What does a typical 5-7 passenger car cost? Nothing fancy - just reliable. 

Where can I go to buy a reliable used car? Do not want flooded car.

Any sources welcome - other expats leaving, via work/school classifieds...don't want to get something from craigslist. 

If ideas for something in Dec-Jan please let me know via PM.


----------



## Phil_expat (Jan 3, 2011)

Internet sites are overprized in the Philippines. Where do you live? There is a very large repair shop owned by an American near me in Angeles, the owner could help you.


----------



## M.C.A. (Feb 24, 2013)

*Rebuilt Japanese trucks*



Nottingham said:


> What does a typical 5-7 passenger car cost? Nothing fancy - just reliable.
> 
> Where can I go to buy a reliable used car? Do not want flooded car.
> 
> ...


They sell rebuilt Japanese trucks with double cabs, AC the works, some have the hydraulic lifts, they run about 350,000 Peso's in my area but my neighbors mentioned that Freeport might have these trucks at a much lower price, I live to far from that area so.... not sure.

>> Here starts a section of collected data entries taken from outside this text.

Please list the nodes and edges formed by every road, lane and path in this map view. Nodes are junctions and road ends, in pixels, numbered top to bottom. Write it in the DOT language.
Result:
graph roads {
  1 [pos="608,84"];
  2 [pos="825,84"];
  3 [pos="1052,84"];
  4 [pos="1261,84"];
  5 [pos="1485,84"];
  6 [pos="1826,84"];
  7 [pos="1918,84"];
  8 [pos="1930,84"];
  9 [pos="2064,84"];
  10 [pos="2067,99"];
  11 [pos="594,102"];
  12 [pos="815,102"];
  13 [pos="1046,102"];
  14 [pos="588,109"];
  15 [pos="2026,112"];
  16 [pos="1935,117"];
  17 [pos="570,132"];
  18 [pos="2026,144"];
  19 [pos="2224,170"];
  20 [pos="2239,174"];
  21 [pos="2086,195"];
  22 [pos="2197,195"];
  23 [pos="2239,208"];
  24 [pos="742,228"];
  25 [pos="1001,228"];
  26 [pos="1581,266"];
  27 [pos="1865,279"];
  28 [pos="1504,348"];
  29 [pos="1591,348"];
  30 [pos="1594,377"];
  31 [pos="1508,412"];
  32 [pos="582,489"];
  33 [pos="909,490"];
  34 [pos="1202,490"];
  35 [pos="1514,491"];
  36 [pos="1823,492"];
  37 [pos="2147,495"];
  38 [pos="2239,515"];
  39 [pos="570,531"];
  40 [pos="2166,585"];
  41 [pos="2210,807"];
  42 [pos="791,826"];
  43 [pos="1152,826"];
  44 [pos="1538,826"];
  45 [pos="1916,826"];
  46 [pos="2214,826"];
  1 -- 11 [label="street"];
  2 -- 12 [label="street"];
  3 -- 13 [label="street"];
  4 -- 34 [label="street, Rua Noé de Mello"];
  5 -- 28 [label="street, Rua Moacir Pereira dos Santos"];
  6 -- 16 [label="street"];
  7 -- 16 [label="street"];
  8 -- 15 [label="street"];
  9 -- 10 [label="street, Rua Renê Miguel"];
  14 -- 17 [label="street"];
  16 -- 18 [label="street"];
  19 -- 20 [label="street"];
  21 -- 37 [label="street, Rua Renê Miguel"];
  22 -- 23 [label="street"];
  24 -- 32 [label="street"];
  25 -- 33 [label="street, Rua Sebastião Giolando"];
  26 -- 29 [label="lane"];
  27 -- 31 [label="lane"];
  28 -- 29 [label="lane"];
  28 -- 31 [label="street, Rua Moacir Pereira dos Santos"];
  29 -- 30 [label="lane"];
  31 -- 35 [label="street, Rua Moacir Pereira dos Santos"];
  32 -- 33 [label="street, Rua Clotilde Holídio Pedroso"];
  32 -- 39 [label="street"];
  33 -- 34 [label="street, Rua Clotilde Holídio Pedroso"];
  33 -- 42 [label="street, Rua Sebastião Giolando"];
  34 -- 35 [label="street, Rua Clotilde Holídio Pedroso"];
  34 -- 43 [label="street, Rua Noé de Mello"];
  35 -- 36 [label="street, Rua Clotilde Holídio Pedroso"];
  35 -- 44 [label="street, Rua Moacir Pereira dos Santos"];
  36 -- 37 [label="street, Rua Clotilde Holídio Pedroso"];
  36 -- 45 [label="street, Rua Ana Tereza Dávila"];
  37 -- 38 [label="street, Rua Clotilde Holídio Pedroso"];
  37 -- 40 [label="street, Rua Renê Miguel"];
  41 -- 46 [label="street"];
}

They sell these rebuilt trucks in Sta Cruz Laguna, and San Pablo Laguna, price depends on options, they can go for much less.


----------



## Nottingham (Oct 2, 2013)

Thanks - we are going to live in Fort BGC. Trying to keep it to about 420,000-546,000 PHP but not sure if that's realistic since I don't know the market at all.


----------



## Nottingham (Oct 2, 2013)

Thanks - is it customary for buyers of used cars to take it to an independent mechanic for a once-over?


----------



## Nottingham (Oct 2, 2013)

Got it! I will make sure to make them an offer and see where we go. Good recommendation on where to bank? Figure we should have a local bank though I know this can be difficult in some countries.


----------



## Billfish (Apr 13, 2013)

Go to one of the used car dealers on Ortigas Avenue in Ortigas (there are three next to each other with a big range of cars) and check models and prices. That will give you a good feel for the local market so when you do come across a private seller you'll have a better idea as to whether the price is in the ball-park or not.


----------



## DonAndAbby (Jan 7, 2013)

Billfish said:


> Go to one of the used car dealers on Ortigas Avenue in Ortigas (there are three next to each other with a big range of cars) and check models and prices. That will give you a good feel for the local market so when you do come across a private seller you'll have a better idea as to whether the price is in the ball-park or not.


Yes, one of the difficulties for me was that I didn't know what fair prices were. There are no online pricing services here, like Edmunds.com in the US. I just compared what I saw on Sulit and Ayosdito.

One other issue was that I didn't have an easy way to get around to look at cars. I recommend arranging a day with a car and driver (and mechanic?) to go around and look at cars. If you hire a local mechanic that you don't know, it might be a good idea to insist that all conversations are in English so that no side deals are made to "approve" a car.

I don't think the online prices on Sulit are way out of whack. If you had the time to wait and find someone selling locally without advertising, you might find a good deal. With the online ads, keep in mind that everything is very negotiable. Of course, just as in the US, the seller is going to start high.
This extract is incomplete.